A lot of game manuals seem to be there just to tell you how to put the CD in the drive and click install unfortunately. The strategy guide is seen as the real manual. Why get people to fork out £30 for the game and give them a thick manual "free" that most people don't read, when you can make them pay for an extra £10-£15. TW doesn't strike me as that type of game though. I think your supposed to muck around and play with stuff if that's your thing.
Also some games come with a pdf manual on the disk with more info, but don't tell you in the paper manual. Always worth checking to see if there's something there.
They should at least have a chapter for the, more or less, experienced players explaining the changes they made.
The game is based on the RTW engine and most of us simply try to play the way we know.
I've seen worst and I've seen better manuals but, if CA and SEGA really respect the loyal fanbase for the TW series that gave CA the opportunity to release 4 games and 4 expansions, they should give at least hints about some important aspects of the game that they changed, guiding us to the right direction.
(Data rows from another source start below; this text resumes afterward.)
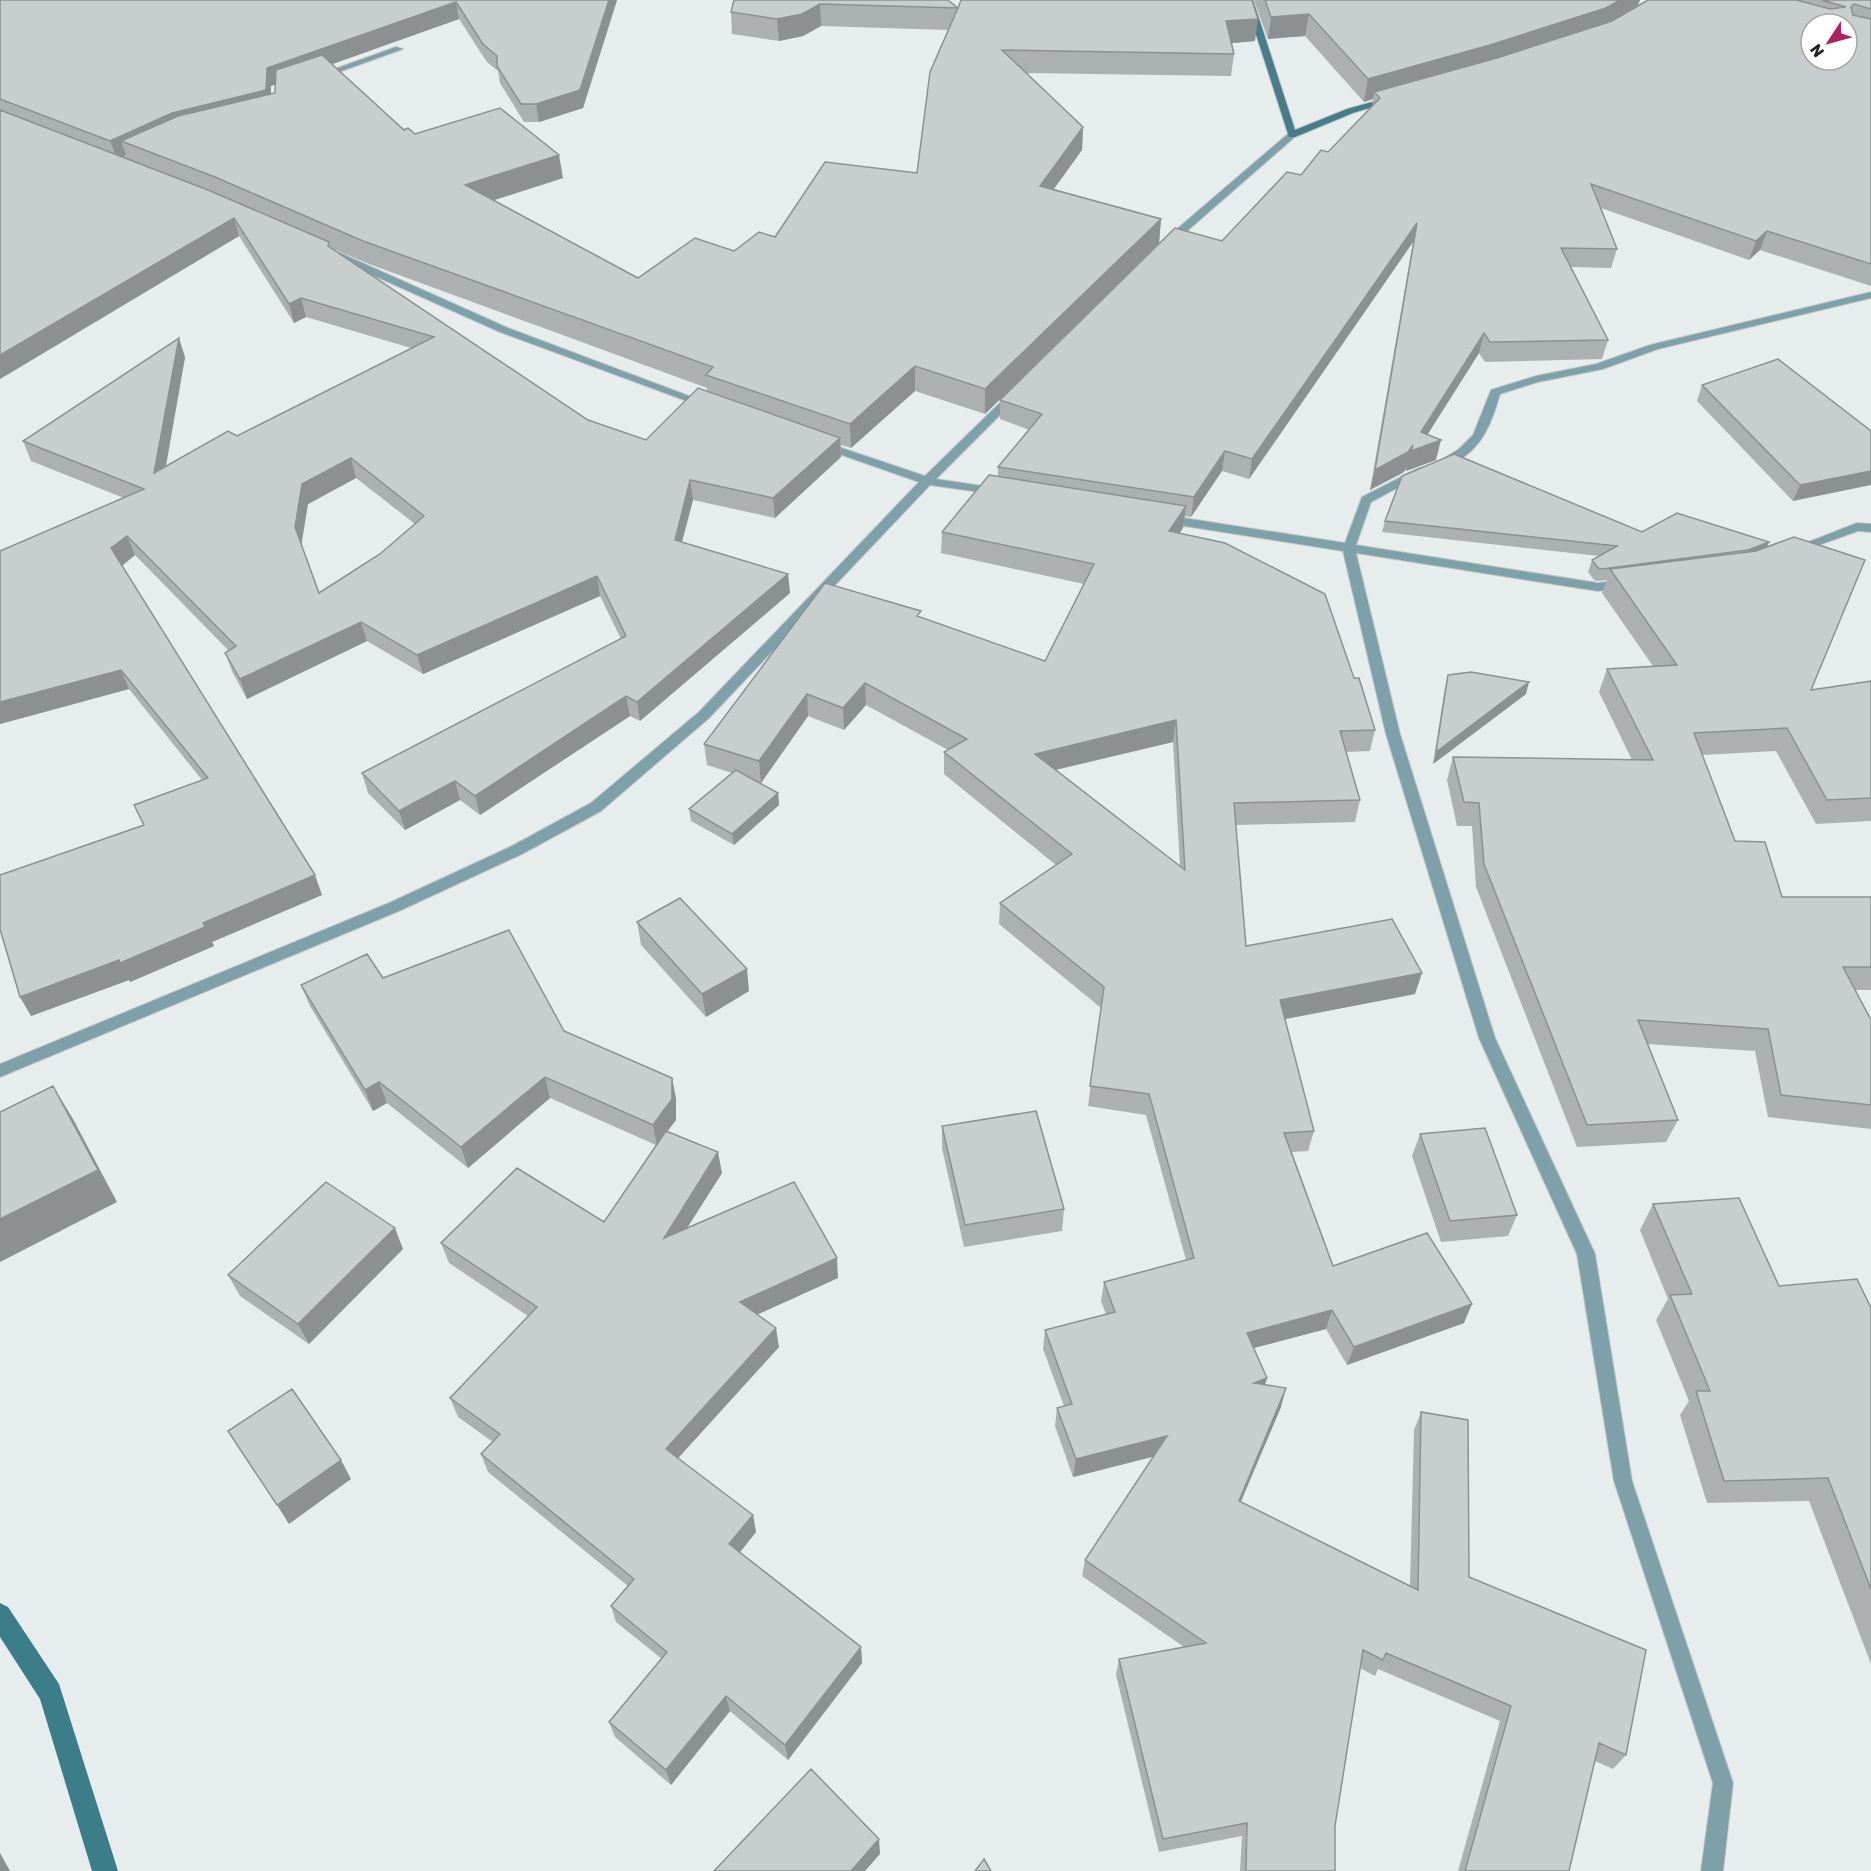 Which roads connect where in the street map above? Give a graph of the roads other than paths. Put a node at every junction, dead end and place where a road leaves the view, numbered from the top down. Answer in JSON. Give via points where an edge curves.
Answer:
{"nodes":[{"id":1,"x":1249,"y":0,"type":"edge"},
{"id":2,"x":399,"y":49,"type":"dead end"},
{"id":3,"x":309,"y":79,"type":"edge"},
{"id":4,"x":1404,"y":96,"type":"edge"},
{"id":5,"x":1292,"y":135,"type":"junction"},
{"id":6,"x":1160,"y":250,"type":"edge"},
{"id":7,"x":326,"y":251,"type":"edge"},
{"id":8,"x":1871,"y":295,"type":"edge"},
{"id":9,"x":1027,"y":382,"type":"edge"},
{"id":10,"x":720,"y":410,"type":"edge"},
{"id":11,"x":807,"y":440,"type":"edge"},
{"id":12,"x":927,"y":481,"type":"junction"},
{"id":13,"x":1009,"y":494,"type":"edge"},
{"id":14,"x":1150,"y":517,"type":"edge"},
{"id":15,"x":1871,"y":528,"type":"edge"},
{"id":16,"x":1349,"y":549,"type":"junction"},
{"id":17,"x":1779,"y":556,"type":"edge"},
{"id":18,"x":1632,"y":583,"type":"edge"},
{"id":19,"x":0,"y":1071,"type":"edge"},
{"id":20,"x":1712,"y":1871,"type":"edge"}],
"edges":[{"from":1,"to":5,"type":"street"},
{"from":2,"to":3,"type":"street"},
{"from":4,"to":5,"type":"street","via":[[1350,111]]},
{"from":5,"to":6,"type":"street"},
{"from":7,"to":10,"type":"street","via":[[504,330]]},
{"from":8,"to":16,"type":"street","via":[[1654,347],[1599,367],[1536,379],[1495,392],[1486,428],[1457,458],[1408,476],[1366,500]]},
{"from":9,"to":12,"type":"street"},
{"from":11,"to":12,"type":"street"},
{"from":12,"to":13,"type":"street"},
{"from":12,"to":19,"type":"street","via":[[704,715],[596,807],[517,850],[394,907]]},
{"from":14,"to":16,"type":"street"},
{"from":15,"to":17,"type":"street","via":[[1857,527]]},
{"from":16,"to":18,"type":"street","via":[[1598,587]]},
{"from":16,"to":20,"type":"street","via":[[1392,735],[1487,1038],[1586,1254],[1623,1481],[1723,1783]]}]}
And the forums would be much more helpful with people giving really solid information instead of this, walking in the dark thing, we are experiencing now.
We have a say in my country about the one-eyed man that guides the blind people. You don't expect much of him. And nobody at the moment, especially without the unpacker, can see the light!
Just look to the HOMM V community and the support they get from Nival/Ubisoft in this aspect. The HOMM V community has made a extremely beautiful and detailed manual for HOMM V with the help and support from the developer (Nival) and publisher (Ubisoft). As the manual shipped with HOMM V was totally crap (Nival/Ubisoft admitted as much), the community-made manual is very helpful.
General Sir Anthony Cecil Hogmaney Melchett: That's the spirit, George. If nothing else works, then a total pig-headed unwillingness to look facts in the face will see us through.
Also with the later TW games (and newer games in general), the game mechanics are becoming sufficiently detailed and complex to be comparable with our experience of Real Life(TM) in some areas.
The gamer may then become more confused with such richness if/when it breaks down in places but holds up in others. E.g. do we expect a certain strategy to work/fail because it would in real life?
Therefore it may be nice to have a guide to temper our expectations of a game that seems to promise so much, but also leave the details of implementation to be discovered through playing :)
Last edited by aphex; 12-06-2006 at 16:37.